[Information shown — start]

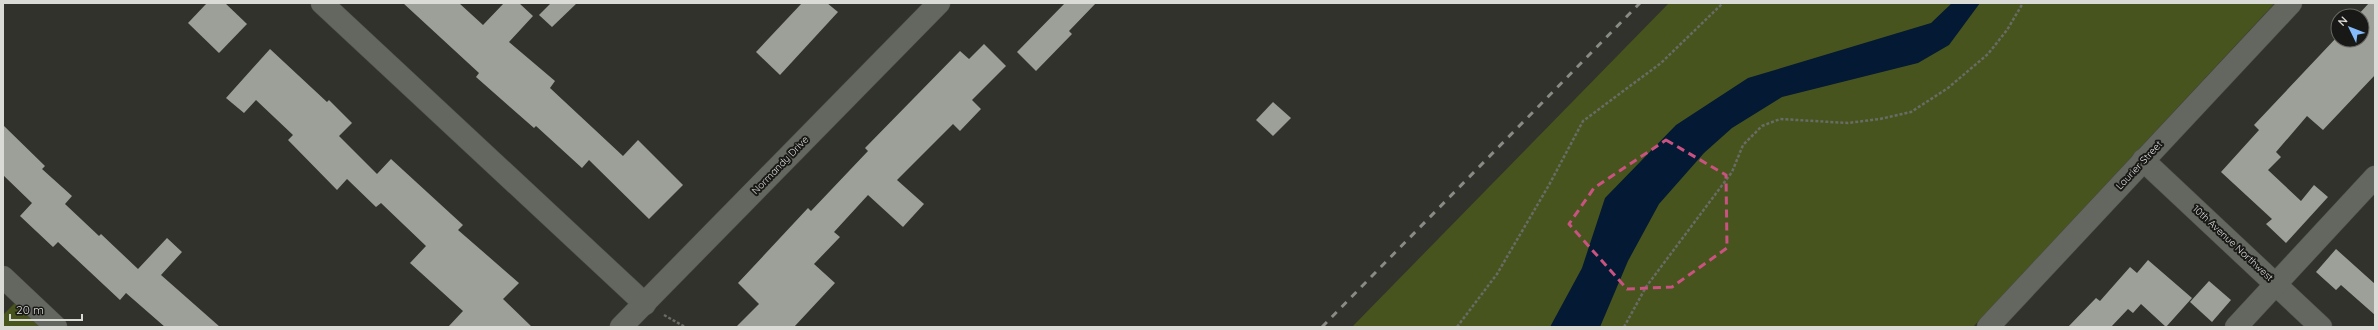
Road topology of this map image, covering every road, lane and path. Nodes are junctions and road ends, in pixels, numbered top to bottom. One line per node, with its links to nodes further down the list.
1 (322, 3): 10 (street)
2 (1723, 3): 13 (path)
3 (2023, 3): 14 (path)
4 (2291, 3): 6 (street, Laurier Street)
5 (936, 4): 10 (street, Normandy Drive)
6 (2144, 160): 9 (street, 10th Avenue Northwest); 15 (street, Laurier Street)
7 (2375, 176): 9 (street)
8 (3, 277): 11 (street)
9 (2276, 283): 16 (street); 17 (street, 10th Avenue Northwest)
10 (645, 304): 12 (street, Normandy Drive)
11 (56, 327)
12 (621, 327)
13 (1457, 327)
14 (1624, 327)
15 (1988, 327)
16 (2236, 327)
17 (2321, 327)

[Information shown — finish]

*Exercise goal*: Give back the records above exactly. Pictures stay out.

*Written answer*:
Road topology of this map image, covering every road, lane and path. Nodes are junctions and road ends, in pixels, numbered top to bottom. One line per node, with its links to nodes further down the list.
1 (322, 3): 10 (street)
2 (1723, 3): 13 (path)
3 (2023, 3): 14 (path)
4 (2291, 3): 6 (street, Laurier Street)
5 (936, 4): 10 (street, Normandy Drive)
6 (2144, 160): 9 (street, 10th Avenue Northwest); 15 (street, Laurier Street)
7 (2375, 176): 9 (street)
8 (3, 277): 11 (street)
9 (2276, 283): 16 (street); 17 (street, 10th Avenue Northwest)
10 (645, 304): 12 (street, Normandy Drive)
11 (56, 327)
12 (621, 327)
13 (1457, 327)
14 (1624, 327)
15 (1988, 327)
16 (2236, 327)
17 (2321, 327)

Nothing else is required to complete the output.